-- Collected data entries --
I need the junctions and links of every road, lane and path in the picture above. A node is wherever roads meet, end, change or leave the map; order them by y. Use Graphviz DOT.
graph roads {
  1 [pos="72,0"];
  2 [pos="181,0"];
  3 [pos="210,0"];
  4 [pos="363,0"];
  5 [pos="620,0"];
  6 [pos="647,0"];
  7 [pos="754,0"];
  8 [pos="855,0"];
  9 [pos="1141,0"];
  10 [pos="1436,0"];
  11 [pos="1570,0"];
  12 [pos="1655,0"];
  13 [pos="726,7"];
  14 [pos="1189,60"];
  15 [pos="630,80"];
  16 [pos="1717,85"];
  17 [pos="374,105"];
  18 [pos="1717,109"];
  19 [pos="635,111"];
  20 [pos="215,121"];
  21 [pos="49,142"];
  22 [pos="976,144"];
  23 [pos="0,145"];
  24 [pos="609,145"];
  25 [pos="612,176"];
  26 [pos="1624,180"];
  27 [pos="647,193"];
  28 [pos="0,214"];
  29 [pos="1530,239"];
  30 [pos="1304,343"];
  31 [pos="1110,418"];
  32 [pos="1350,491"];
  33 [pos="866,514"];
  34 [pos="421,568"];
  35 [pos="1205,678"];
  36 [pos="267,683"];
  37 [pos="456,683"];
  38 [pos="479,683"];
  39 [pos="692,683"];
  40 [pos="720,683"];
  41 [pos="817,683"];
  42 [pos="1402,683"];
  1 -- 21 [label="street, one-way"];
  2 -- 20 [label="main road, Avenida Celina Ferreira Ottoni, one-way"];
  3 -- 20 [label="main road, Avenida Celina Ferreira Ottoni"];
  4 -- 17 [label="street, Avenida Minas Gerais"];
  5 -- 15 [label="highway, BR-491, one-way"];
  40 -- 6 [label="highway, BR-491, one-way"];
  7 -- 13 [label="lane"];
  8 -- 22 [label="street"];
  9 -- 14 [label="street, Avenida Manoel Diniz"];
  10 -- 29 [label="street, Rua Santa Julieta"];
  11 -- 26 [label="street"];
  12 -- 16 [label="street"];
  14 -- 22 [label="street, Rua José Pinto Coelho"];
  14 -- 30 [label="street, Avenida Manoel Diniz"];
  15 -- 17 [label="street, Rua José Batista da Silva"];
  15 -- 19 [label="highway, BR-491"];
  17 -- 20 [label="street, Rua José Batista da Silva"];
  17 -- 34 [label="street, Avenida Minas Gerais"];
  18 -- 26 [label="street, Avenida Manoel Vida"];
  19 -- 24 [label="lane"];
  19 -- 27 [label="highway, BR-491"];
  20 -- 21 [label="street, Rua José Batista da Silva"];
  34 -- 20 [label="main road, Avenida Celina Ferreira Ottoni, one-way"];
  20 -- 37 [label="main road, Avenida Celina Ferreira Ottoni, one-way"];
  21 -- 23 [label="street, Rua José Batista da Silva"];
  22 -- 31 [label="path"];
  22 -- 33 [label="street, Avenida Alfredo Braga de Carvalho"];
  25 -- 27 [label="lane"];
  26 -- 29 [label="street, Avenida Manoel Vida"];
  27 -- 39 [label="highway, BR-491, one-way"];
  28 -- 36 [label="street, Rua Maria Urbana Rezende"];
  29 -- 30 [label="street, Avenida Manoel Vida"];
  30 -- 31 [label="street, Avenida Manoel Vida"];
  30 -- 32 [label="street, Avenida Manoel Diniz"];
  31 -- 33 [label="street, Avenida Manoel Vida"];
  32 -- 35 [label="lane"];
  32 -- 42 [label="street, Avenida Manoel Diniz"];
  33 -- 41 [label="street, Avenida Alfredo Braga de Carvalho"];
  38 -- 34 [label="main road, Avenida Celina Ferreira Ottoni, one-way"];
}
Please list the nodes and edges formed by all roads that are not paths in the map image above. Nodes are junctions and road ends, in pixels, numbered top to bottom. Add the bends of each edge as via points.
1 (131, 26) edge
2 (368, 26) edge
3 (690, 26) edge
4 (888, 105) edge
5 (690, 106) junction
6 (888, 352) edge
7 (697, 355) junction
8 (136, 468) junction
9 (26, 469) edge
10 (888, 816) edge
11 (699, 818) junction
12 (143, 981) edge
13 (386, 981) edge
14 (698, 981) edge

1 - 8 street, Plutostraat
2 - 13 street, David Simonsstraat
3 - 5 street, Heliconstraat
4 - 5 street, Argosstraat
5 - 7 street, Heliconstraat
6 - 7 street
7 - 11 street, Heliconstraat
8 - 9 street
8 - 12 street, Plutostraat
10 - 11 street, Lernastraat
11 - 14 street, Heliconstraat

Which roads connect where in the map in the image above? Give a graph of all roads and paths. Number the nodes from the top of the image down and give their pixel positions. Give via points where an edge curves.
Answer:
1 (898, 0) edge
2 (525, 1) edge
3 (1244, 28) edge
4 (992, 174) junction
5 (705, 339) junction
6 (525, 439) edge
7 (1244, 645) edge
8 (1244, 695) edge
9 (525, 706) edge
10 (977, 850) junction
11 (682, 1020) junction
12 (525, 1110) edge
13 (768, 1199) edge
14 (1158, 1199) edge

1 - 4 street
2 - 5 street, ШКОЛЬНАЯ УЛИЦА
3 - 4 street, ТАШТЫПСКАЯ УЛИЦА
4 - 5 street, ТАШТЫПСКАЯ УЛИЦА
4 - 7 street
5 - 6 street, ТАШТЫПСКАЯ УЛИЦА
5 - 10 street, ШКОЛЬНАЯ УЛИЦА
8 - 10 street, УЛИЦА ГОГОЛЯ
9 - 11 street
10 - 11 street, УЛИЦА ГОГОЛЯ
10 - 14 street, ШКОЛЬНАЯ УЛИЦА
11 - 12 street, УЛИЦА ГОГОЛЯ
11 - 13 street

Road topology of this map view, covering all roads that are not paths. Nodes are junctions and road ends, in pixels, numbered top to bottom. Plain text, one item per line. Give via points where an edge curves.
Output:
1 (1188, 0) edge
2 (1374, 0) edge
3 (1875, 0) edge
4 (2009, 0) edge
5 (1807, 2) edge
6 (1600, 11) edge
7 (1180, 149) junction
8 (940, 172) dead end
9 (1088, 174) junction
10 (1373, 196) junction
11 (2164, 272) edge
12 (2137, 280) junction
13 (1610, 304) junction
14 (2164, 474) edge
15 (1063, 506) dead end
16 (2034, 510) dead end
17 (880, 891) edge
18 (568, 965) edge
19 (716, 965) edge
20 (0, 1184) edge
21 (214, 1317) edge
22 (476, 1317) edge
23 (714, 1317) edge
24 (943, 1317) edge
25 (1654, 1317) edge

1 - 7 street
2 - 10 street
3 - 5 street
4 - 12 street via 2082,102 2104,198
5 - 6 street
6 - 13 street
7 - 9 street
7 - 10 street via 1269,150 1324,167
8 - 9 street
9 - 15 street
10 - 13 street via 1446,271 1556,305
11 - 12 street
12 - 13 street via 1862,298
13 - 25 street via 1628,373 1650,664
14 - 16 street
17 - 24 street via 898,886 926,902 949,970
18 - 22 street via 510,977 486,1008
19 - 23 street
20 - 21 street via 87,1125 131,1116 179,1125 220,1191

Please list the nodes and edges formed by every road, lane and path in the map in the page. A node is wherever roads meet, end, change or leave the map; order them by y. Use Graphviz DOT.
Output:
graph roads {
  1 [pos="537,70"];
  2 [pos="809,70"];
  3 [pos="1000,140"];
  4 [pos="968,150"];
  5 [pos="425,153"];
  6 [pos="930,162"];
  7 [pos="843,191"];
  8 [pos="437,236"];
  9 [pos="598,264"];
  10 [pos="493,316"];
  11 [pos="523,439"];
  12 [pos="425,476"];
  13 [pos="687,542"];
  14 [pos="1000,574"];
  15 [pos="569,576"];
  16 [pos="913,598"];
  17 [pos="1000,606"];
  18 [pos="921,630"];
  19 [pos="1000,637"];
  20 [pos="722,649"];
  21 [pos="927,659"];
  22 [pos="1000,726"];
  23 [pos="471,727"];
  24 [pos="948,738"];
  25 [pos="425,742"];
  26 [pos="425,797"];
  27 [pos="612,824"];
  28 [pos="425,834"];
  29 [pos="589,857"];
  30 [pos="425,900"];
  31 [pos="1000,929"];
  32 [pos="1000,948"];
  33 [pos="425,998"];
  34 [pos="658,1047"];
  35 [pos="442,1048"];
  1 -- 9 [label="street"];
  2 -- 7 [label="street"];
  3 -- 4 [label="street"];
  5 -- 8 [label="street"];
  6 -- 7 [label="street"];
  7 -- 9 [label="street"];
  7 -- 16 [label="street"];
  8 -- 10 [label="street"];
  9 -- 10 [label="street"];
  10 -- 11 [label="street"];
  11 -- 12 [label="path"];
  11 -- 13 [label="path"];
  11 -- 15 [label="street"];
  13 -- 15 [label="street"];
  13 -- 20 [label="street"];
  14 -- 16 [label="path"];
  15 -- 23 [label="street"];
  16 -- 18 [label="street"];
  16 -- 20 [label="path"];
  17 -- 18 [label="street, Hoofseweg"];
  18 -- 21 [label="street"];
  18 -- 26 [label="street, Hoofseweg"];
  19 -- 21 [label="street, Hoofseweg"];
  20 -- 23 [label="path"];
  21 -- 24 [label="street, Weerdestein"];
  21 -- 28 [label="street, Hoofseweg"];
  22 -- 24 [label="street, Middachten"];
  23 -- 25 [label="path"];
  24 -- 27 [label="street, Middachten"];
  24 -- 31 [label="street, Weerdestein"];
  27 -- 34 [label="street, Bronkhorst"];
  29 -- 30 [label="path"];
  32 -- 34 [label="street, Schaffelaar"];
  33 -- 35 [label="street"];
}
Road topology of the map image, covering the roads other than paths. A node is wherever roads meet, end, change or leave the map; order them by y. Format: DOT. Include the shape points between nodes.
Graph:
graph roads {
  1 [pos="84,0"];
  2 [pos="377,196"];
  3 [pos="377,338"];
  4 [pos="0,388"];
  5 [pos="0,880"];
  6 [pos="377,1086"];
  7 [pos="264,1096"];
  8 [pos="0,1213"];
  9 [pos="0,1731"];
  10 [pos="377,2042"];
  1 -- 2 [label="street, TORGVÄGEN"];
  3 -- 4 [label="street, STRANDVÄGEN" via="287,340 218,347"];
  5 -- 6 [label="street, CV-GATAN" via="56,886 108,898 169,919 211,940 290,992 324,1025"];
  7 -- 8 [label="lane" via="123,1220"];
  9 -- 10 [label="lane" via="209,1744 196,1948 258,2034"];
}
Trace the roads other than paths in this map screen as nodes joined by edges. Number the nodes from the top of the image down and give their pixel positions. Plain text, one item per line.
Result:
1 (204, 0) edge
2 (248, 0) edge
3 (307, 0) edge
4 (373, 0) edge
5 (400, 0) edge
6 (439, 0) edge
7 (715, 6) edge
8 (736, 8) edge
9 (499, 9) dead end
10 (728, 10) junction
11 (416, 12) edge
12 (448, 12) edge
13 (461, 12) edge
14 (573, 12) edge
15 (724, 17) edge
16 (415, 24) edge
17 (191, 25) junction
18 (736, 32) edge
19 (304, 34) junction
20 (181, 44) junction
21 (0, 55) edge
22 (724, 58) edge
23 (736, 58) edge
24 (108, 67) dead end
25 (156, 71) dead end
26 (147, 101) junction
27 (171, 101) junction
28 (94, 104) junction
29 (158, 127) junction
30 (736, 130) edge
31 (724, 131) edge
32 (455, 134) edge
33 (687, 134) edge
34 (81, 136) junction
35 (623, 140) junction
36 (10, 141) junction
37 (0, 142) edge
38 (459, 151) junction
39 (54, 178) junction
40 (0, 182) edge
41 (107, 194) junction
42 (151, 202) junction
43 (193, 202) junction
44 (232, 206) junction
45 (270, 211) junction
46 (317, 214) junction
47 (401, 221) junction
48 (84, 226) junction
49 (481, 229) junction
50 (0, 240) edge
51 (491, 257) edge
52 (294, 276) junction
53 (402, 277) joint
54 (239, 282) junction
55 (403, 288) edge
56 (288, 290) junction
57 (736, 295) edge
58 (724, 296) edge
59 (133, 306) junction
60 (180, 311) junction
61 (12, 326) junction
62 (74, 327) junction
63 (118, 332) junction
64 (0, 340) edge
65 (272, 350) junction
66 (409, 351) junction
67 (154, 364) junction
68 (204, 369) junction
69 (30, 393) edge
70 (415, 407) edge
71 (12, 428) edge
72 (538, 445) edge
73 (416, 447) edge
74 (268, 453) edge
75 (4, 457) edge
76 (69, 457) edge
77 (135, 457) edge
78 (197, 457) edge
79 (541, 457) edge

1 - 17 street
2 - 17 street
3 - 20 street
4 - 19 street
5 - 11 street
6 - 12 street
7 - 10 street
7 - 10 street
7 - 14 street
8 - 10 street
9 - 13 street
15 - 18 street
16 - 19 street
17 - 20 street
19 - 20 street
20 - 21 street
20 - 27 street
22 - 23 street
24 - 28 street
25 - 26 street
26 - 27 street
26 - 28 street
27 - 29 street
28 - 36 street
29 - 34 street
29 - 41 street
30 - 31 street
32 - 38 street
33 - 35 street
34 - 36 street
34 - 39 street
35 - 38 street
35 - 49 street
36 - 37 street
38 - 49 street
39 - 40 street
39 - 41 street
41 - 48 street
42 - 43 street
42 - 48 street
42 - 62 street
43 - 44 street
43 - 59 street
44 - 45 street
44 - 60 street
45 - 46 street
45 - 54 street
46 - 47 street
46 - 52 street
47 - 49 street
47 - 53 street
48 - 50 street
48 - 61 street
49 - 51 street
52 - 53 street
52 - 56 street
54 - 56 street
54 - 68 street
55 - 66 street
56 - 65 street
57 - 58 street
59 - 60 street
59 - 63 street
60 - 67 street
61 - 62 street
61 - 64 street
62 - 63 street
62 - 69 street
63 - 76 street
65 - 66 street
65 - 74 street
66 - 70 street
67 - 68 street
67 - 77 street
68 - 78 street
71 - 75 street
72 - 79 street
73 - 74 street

-- Assigned task --
Go to the line with "Please list the nodes and edges formed by all" in the entries above and repeat every line from there through the line with "Which roads connect", exactly and with no other text.

-- Exercise solution --
Please list the nodes and edges formed by all roads that are not paths in the map image above. Nodes are junctions and road ends, in pixels, numbered top to bottom. Add the bends of each edge as via points.
1 (131, 26) edge
2 (368, 26) edge
3 (690, 26) edge
4 (888, 105) edge
5 (690, 106) junction
6 (888, 352) edge
7 (697, 355) junction
8 (136, 468) junction
9 (26, 469) edge
10 (888, 816) edge
11 (699, 818) junction
12 (143, 981) edge
13 (386, 981) edge
14 (698, 981) edge

1 - 8 street, Plutostraat
2 - 13 street, David Simonsstraat
3 - 5 street, Heliconstraat
4 - 5 street, Argosstraat
5 - 7 street, Heliconstraat
6 - 7 street
7 - 11 street, Heliconstraat
8 - 9 street
8 - 12 street, Plutostraat
10 - 11 street, Lernastraat
11 - 14 street, Heliconstraat

Which roads connect where in the map in the image above? Give a graph of all roads and paths. Number the nodes from the top of the image down and give their pixel positions. Give via points where an edge curves.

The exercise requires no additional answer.